EXERCISE
Without including any pictures, please copy every entry below exactly.

[RECORDS PROVIDED — start]

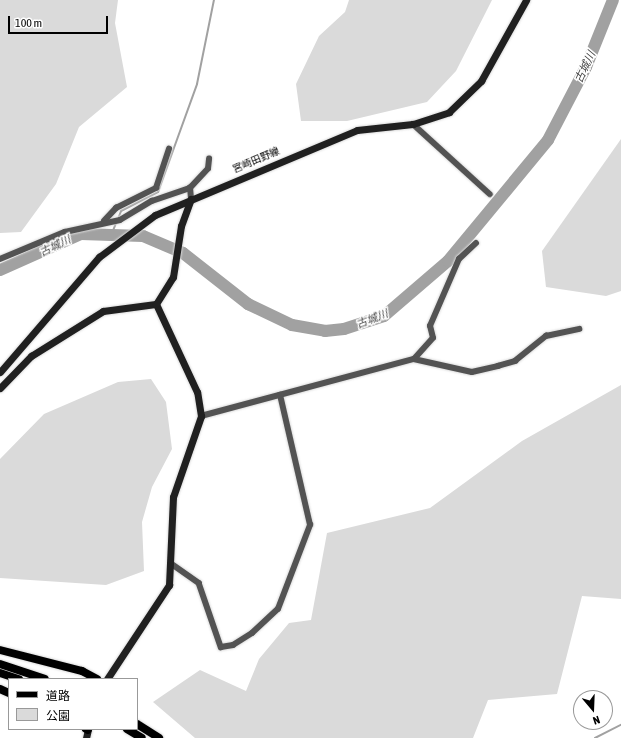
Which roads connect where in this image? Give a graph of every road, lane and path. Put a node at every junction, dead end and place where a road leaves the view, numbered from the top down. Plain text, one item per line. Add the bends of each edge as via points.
1 (526, 0) edge
2 (412, 124) junction
3 (169, 149) dead end
4 (209, 158) dead end
5 (190, 188) junction
6 (490, 194) dead end
7 (191, 199) junction
8 (104, 221) junction
9 (476, 243) dead end
10 (0, 259) edge
11 (156, 304) junction
12 (579, 329) dead end
13 (414, 359) junction
14 (0, 372) edge
15 (0, 388) edge
16 (280, 394) junction
17 (201, 416) junction
18 (172, 564) junction
19 (0, 650) edge
20 (0, 664) edge
21 (0, 673) edge
22 (16, 678) edge
23 (42, 678) edge
24 (95, 678) edge
25 (108, 678) edge
26 (138, 725) edge
27 (129, 730) edge
28 (142, 738) edge
29 (160, 738) edge

1 - 2 street, 宮崎田野線 via 481,81 469,95 449,112
2 - 6 street
2 - 7 street, 宮崎田野線 via 357,130
3 - 8 street via 156,188 116,208
4 - 5 street via 208,169
5 - 7 street
5 - 8 street via 152,201 120,220
7 - 11 street via 178,239 173,277
7 - 14 street, 宮崎田野線 via 135,228 116,242
8 - 10 street via 66,232
9 - 13 street via 459,259 430,326 433,338
11 - 15 street via 103,311 31,356
11 - 17 street via 197,392
12 - 13 street via 546,336 515,361 472,372
13 - 16 street
16 - 17 street
16 - 18 street via 310,525 278,609 252,633 233,645 221,647 199,583
17 - 18 street via 173,497
18 - 25 street via 161,601
19 - 24 main road via 82,671
20 - 23 main road
21 - 22 main road
26 - 29 main road
27 - 28 main road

[RECORDS PROVIDED — finish]

ANSWER SPACE
Which roads connect where in this image? Give a graph of every road, lane and path. Put a node at every junction, dead end and place where a road leaves the view, numbered from the top down. Plain text, one item per line. Add the bends of each edge as via points.
1 (526, 0) edge
2 (412, 124) junction
3 (169, 149) dead end
4 (209, 158) dead end
5 (190, 188) junction
6 (490, 194) dead end
7 (191, 199) junction
8 (104, 221) junction
9 (476, 243) dead end
10 (0, 259) edge
11 (156, 304) junction
12 (579, 329) dead end
13 (414, 359) junction
14 (0, 372) edge
15 (0, 388) edge
16 (280, 394) junction
17 (201, 416) junction
18 (172, 564) junction
19 (0, 650) edge
20 (0, 664) edge
21 (0, 673) edge
22 (16, 678) edge
23 (42, 678) edge
24 (95, 678) edge
25 (108, 678) edge
26 (138, 725) edge
27 (129, 730) edge
28 (142, 738) edge
29 (160, 738) edge

1 - 2 street, 宮崎田野線 via 481,81 469,95 449,112
2 - 6 street
2 - 7 street, 宮崎田野線 via 357,130
3 - 8 street via 156,188 116,208
4 - 5 street via 208,169
5 - 7 street
5 - 8 street via 152,201 120,220
7 - 11 street via 178,239 173,277
7 - 14 street, 宮崎田野線 via 135,228 116,242
8 - 10 street via 66,232
9 - 13 street via 459,259 430,326 433,338
11 - 15 street via 103,311 31,356
11 - 17 street via 197,392
12 - 13 street via 546,336 515,361 472,372
13 - 16 street
16 - 17 street
16 - 18 street via 310,525 278,609 252,633 233,645 221,647 199,583
17 - 18 street via 173,497
18 - 25 street via 161,601
19 - 24 main road via 82,671
20 - 23 main road
21 - 22 main road
26 - 29 main road
27 - 28 main road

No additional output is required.